2022 ESA Annual Meeting (August 14 - 19)

COS 280-3 Impact of the regulation of non-structural carbohydrate dynamics for ecosystem climate responses: biological insights from mathematical analysis

4:00 PM-4:15 PM
516B
Scott W. Oswald, University of Georgia, Warnell School of Forestry, Savannah River Ecology Lab;Doug Aubrey,University of Georgia;Daniel Ricciuto,Oak Ridge National Laboratory;Jeffrey M. Warren,Oak Ridge National Laboratory;
Background/Question/Methods

In plants, non-structural carbohydrates (NSCs)—that is sugars and starch—form critical components in the ecophysiology of plant resilience. NSCs buffer asynchronies in photosynthesis, respiration, and growth—processes which determine ecosystem responses to climate change. Despite more than 20 years of study, the fundamental question of whether controls on NSC dynamics are passive or active remains unanswered. Observations of NSCs have found complex temporal dynamics, and as a result, elaborate control mechanisms are suspected. In an effort to better explain how variations in NSC supply and demand govern observed NSC time-series, we investigate the possibility that the amount of NSC itself regulates NSC demand. Using a combination of simulation and mathematical analysis, we identify what properties of how NSC demand depends on NSC availability create certain features of NSC time-series such as homeostatic or lagging responses (i.e., “ecological memory”). Describing this relationship provides insight into temporal NSC responses to variations in photosynthesis, respiration, and growth, providing a new perspective on NSC regulation.

Results/Conclusions

Simulations show that the simple regulation of NSC demands by NSC availability alone can create the complex responses observed in time series. Our analysis of NSC dynamics suggests the same qualitative behavior is probable in reality. For instance, time lags between changes in drivers of NSC dynamics and corresponding NSC responses are likely, and we identify factors controlling the degree of lag. Likewise, we identify conditions under which NSC concentrations would be insensitive to large variations in supply and demand (i.e. homeostatic).

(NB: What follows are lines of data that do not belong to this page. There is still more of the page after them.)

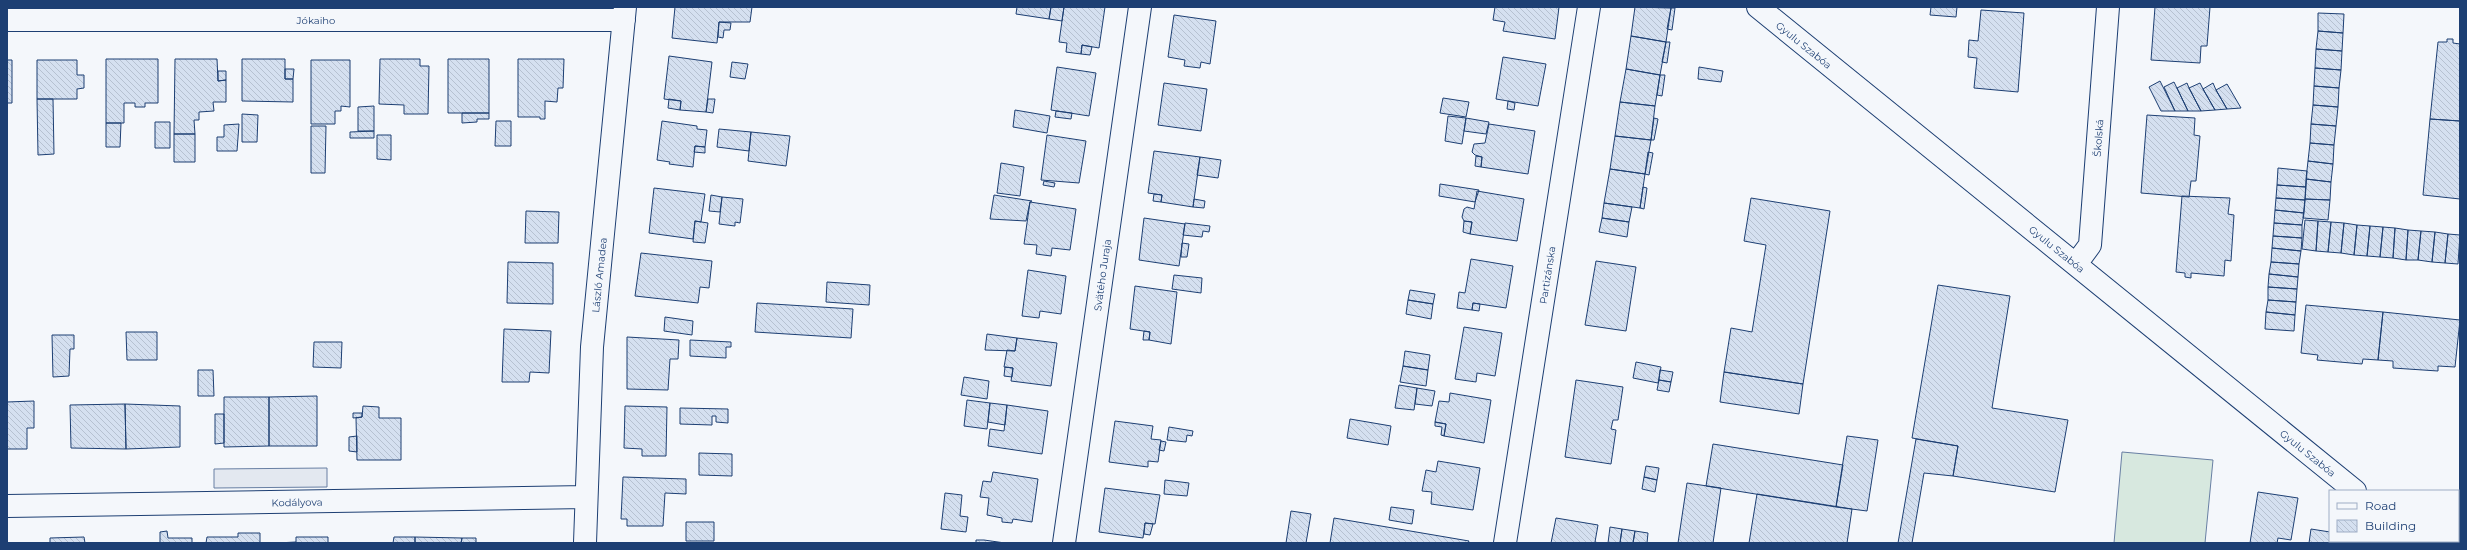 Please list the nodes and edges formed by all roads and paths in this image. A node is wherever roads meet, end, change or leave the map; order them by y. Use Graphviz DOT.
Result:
graph roads {
  1 [pos="1140,7"];
  2 [pos="1589,7"];
  3 [pos="1758,7"];
  4 [pos="2108,7"];
  5 [pos="625,13"];
  6 [pos="7,20"];
  7 [pos="2076,264"];
  8 [pos="2354,490"];
  9 [pos="586,497"];
  10 [pos="7,506"];
  11 [pos="585,543"];
  12 [pos="1064,543"];
  13 [pos="1505,543"];
  1 -- 12 [label="street, Svätého Juraja"];
  2 -- 13 [label="street, Partizánska"];
  3 -- 7 [label="street, Gyulu Szabóa"];
  4 -- 7 [label="street, Školská"];
  5 -- 6 [label="street, Jókaiho"];
  5 -- 9 [label="street, László Amadea"];
  7 -- 8 [label="street, Gyulu Szabóa"];
  9 -- 10 [label="street, Kodályova"];
  9 -- 11 [label="street, László Amadea"];
} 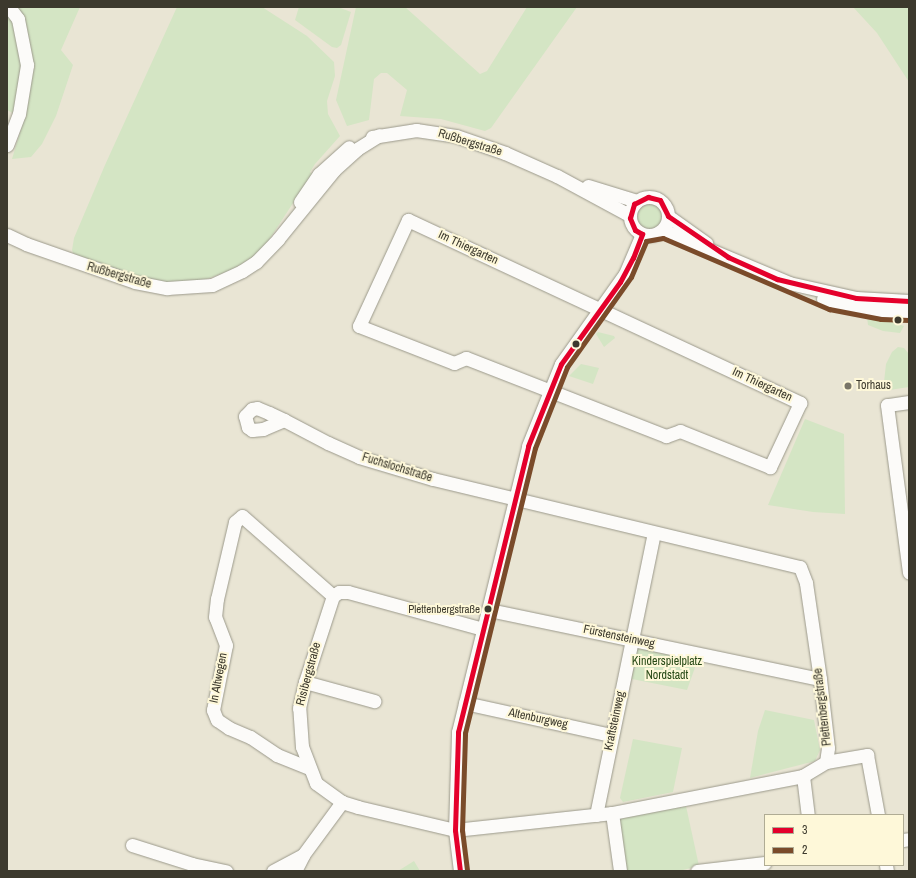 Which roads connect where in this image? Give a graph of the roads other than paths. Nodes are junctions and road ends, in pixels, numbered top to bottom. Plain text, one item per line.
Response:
1 (9, 7) edge
2 (7, 145) edge
3 (557, 176) junction
4 (637, 201) junction
5 (629, 215) junction
6 (668, 216) junction
7 (663, 230) junction
8 (642, 234) junction
9 (7, 235) edge
10 (728, 258) junction
11 (789, 283) junction
12 (909, 301) edge
13 (600, 310) junction
14 (909, 313) edge
15 (549, 390) junction
16 (909, 402) edge
17 (284, 420) dead end
18 (515, 499) junction
19 (905, 508) edge
20 (654, 533) junction
21 (909, 573) edge
22 (333, 596) junction
23 (489, 610) junction
24 (483, 629) junction
25 (633, 640) junction
26 (820, 679) junction
27 (305, 682) junction
28 (374, 701) dead end
29 (465, 703) junction
30 (611, 735) junction
31 (826, 762) junction
32 (309, 768) junction
33 (803, 776) junction
34 (342, 802) junction
35 (612, 813) junction
36 (808, 814) edge
37 (878, 814) edge
38 (596, 815) junction
39 (454, 830) junction
40 (132, 845) dead end
41 (303, 855) junction
42 (764, 863) edge
43 (226, 871) edge
44 (273, 871) edge
45 (295, 871) edge
46 (460, 871) edge
47 (620, 871) edge
48 (697, 871) edge

1 - 2 street
3 - 4 street, Rußbergstraße
3 - 5 street, Rußbergstraße
3 - 9 street, Rußbergstraße
4 - 5 street
4 - 6 street, Rußbergstraße
5 - 8 street
6 - 7 street
6 - 10 street, Rußbergstraße
7 - 8 street
7 - 10 street, Rußbergstraße
8 - 13 street
10 - 11 street, Rußbergstraße
11 - 12 street, Rußbergstraße
11 - 14 street, Rußbergstraße
13 - 15 street
13 - 15 street, Im Thiergarten
13 - 15 street, Im Thiergarten
15 - 18 street
16 - 19 street
17 - 18 street, Fuchslochstraße
18 - 20 street, Plettenbergstraße
18 - 23 street
19 - 21 street
20 - 25 street, Kraftsteinweg
20 - 26 street, Plettenbergstraße
22 - 24 street
22 - 27 street, Risibergstraße
22 - 32 street, In Altwegen
23 - 24 street
23 - 25 street, Fürstensteinweg
24 - 29 street
25 - 26 street, Fürstensteinweg
25 - 30 street, Kraftsteinweg
26 - 31 street, Plettenbergstraße
27 - 28 street
27 - 32 street, Risibergstraße
29 - 30 street, Altenburgweg
29 - 39 street
30 - 38 street, Kraftsteinweg
31 - 33 street, Plettenbergstraße
31 - 37 street
32 - 34 street, Risibergstraße
33 - 35 street, Plettenbergstraße
33 - 36 street
34 - 39 street, Risibergstraße
34 - 41 street
35 - 38 street, Plettenbergstraße
35 - 47 street
38 - 39 street, Plettenbergstraße
39 - 46 street
40 - 43 street
41 - 44 street
41 - 45 street
42 - 48 street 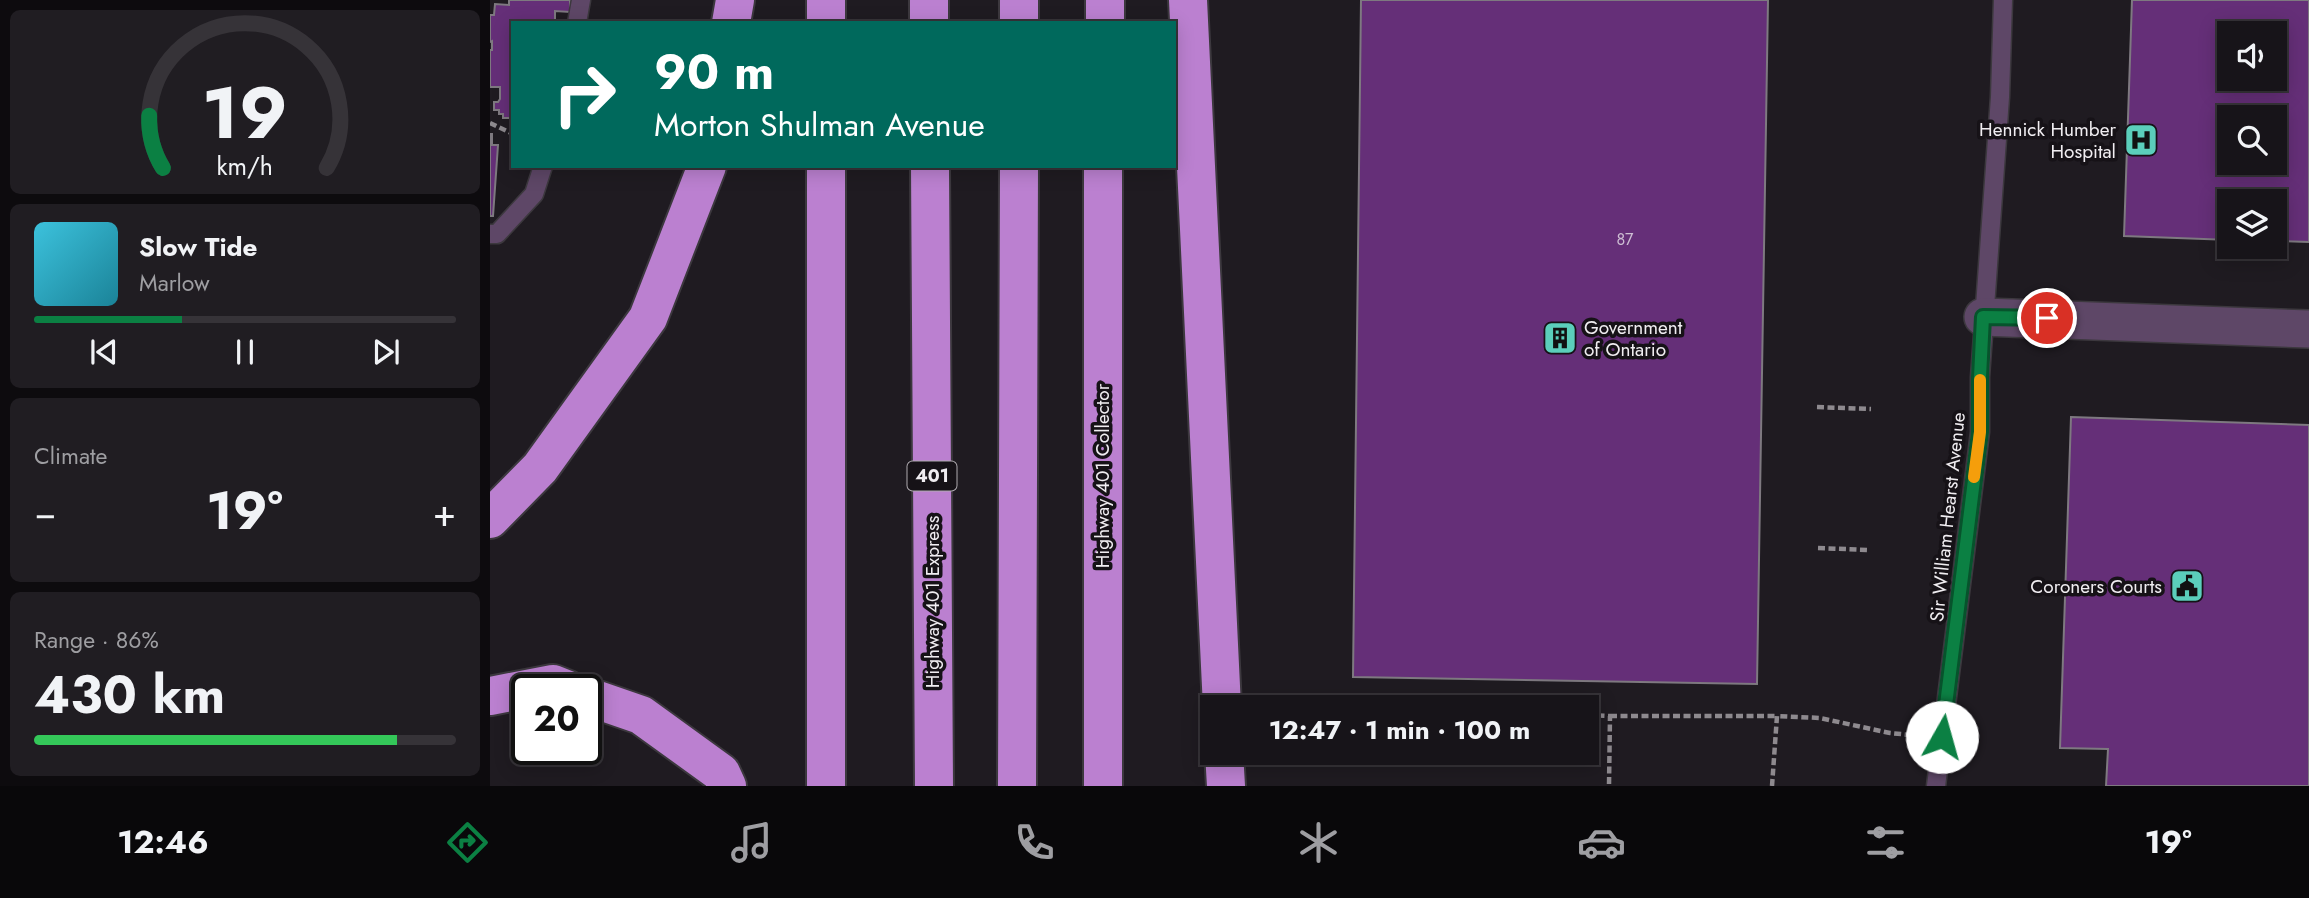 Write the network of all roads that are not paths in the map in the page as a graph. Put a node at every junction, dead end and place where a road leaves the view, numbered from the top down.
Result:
1 (581, 0) edge
2 (735, 0) edge
3 (826, 0) edge
4 (929, 0) edge
5 (1019, 0) edge
6 (1105, 0) edge
7 (1188, 0) edge
8 (2003, 0) edge
9 (578, 21) edge
10 (732, 21) edge
11 (826, 21) edge
12 (929, 21) edge
13 (1019, 21) edge
14 (1105, 21) edge
15 (542, 168) edge
16 (706, 168) edge
17 (826, 168) edge
18 (930, 168) edge
19 (1018, 168) edge
20 (1103, 168) edge
21 (490, 234) edge
22 (1983, 317) junction
23 (2309, 328) edge
24 (490, 519) edge
25 (511, 692) edge
26 (1221, 695) edge
27 (490, 696) edge
28 (602, 702) edge
29 (1225, 765) edge
30 (727, 786) edge
31 (826, 786) edge
32 (934, 786) edge
33 (1017, 786) edge
34 (1102, 786) edge
35 (1226, 786) edge
36 (1936, 786) edge

1 - 9 lane
2 - 10 highway
3 - 11 highway
4 - 12 highway
5 - 13 highway
6 - 14 highway
7 - 26 highway
8 - 22 lane, Sir William Hearst Avenue
15 - 21 lane
16 - 24 highway
17 - 31 highway
18 - 32 highway, Highway 401 Express / 401
19 - 33 highway
20 - 34 highway, Highway 401 Collector
22 - 23 street
22 - 36 lane, Sir William Hearst Avenue
25 - 27 highway
28 - 30 highway
29 - 35 highway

We identify conditions under which NSC demands are self-regulating (remain bounded). Our approach analyzes NSC responses to arbitrary variations in photosynthesis, respiration, and growth; therefore, our results are not dependent on particular models of these processes and apply to both the analysis of experiments and computer simulations of ecosystems. The ability to analyze experiments and computer models within the same framework facilitates comparison and calibration between the two. Although further experimentation is required, our results suggest that many NSC experiments may have simpler interpretations than previously thought.